At Surgut there was solid cloud at a height of 450 m , visibility was 5.5 km, a fresh breeze was blowing from the north and the air temperature was -9 C. At 19:20 the radar controller at Surgut gave permission for the crew of the An-12 to descend to a height of 4500 m, and then to a height of 1200 m. When the crew reported that they had reached a height of 1200 m, they were ordered to contact landing control. They approached the runway on a magnetic heading of 180° and the aircraft entered the second turn of its circuit whilst descending to a height of 400 m, the distance to the runway at this point was 11 km. At 19:34 Moscow time the crew reported that they were passing the outer marker beacon at a height of 400 m, which was acknowledged by the controller. At 19:36 Moscow time (21:36 local time), the aircraft was 11 km laterally and 16 km radially from the runway. The crew received the order to perform the third turn of their holding pattern, this instruction was acknowledged by the crew. This was the last communication that took place with the aircraft.

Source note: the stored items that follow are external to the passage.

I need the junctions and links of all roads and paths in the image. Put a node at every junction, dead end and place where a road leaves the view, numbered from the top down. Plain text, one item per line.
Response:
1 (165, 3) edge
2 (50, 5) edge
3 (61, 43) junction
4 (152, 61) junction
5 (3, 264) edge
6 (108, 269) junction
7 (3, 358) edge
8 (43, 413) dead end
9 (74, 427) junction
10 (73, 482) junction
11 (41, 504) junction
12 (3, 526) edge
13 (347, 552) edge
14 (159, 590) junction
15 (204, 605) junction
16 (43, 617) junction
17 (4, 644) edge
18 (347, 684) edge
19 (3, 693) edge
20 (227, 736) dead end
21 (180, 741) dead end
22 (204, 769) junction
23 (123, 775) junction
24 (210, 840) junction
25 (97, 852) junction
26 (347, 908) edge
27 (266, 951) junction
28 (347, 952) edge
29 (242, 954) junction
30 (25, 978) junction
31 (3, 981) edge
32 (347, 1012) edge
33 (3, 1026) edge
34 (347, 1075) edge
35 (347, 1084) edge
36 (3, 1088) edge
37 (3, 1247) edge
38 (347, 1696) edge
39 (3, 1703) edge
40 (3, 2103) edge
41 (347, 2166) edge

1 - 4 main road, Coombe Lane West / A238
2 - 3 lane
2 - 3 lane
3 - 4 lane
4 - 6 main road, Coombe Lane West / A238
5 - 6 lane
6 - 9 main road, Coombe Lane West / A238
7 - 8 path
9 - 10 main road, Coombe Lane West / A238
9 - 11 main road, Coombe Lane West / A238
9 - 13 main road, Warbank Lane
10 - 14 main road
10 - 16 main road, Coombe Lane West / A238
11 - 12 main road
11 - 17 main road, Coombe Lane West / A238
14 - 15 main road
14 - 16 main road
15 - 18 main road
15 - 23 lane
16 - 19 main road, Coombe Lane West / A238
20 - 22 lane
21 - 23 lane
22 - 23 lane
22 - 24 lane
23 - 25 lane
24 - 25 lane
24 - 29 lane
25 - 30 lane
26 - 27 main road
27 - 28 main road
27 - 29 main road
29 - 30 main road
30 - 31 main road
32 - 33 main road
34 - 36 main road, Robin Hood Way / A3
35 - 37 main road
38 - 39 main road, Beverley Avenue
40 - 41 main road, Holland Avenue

When the An-12 was at a distance of 18 kmto the North-East of Surgut airport at a speed of 330 km/h conducting a left turn, the aircraft experienced flow separation on the wing as a result of which it entered a progressive left turn and lost altitude. At this point, having deviated from its original course by 110°, and now on a bearing of 40° and with a left bank around 90° the aircraft crashed into the ground in the vicinity of the river Pochekuika and was completely destroyed with the wreckage catching fire.

==Causes==
According to an analysis of the weather conditions there was severe icing conditions at an altitude of 400 - 1300 m. Severe icing conditions at 1200 m were also reported by the crew of CCCP-12996, another An-12 involved in a very similar crash at the same airfield just 9 days later.

The conclusion of the commission: The aircraft suffered a stall at the third turn due to a sharp deterioration in its aerodynamics as a consequence of icing on the wing whilst flying through severe icing conditions, and also due to an inappropriate speed given for the third and fourth turns for an aircraft weighing 55 tons and with icing on the wings. Icing on the wings occurred due to insufficient heating of the leading edge of the wing resulting from incomplete opening of the air bleed valves from the engine.

Other factors:
1. A lack of flight testing on the behavior of the aircraft with wing icing and a lack of recommendations to the crew for flying in such conditions.
2. A lack of data on the effectiveness of the aircraft's wing anti-icing system during intensive icing conditions.

==Aftermath==
In the span of 9 days (22nd and 31st of January 1971) two An-12 aircraft crashed at Surgut, CCCP-11000 and CCCP-12996. Both crashes occurred under similar circumstances, whilst carrying out the third turn of their landing circuit both aircraft suffered spontaneous rolls due to flow separation on the wing caused by a drop in aerodynamics because of icing, which in turn was caused by ineffective de-icing systems since the hot air intake valve from the engine was not fully open. In order to prevent further catastrophes of the same nature significant improvements were made to the air bleed control systems including an indicator to show the fully open position of the valves. Special tests were also carried out, the results of which helped to clarify the aerodynamic characteristics of the An-12 during icing. It also lead to changes in many civil aviation governing documents.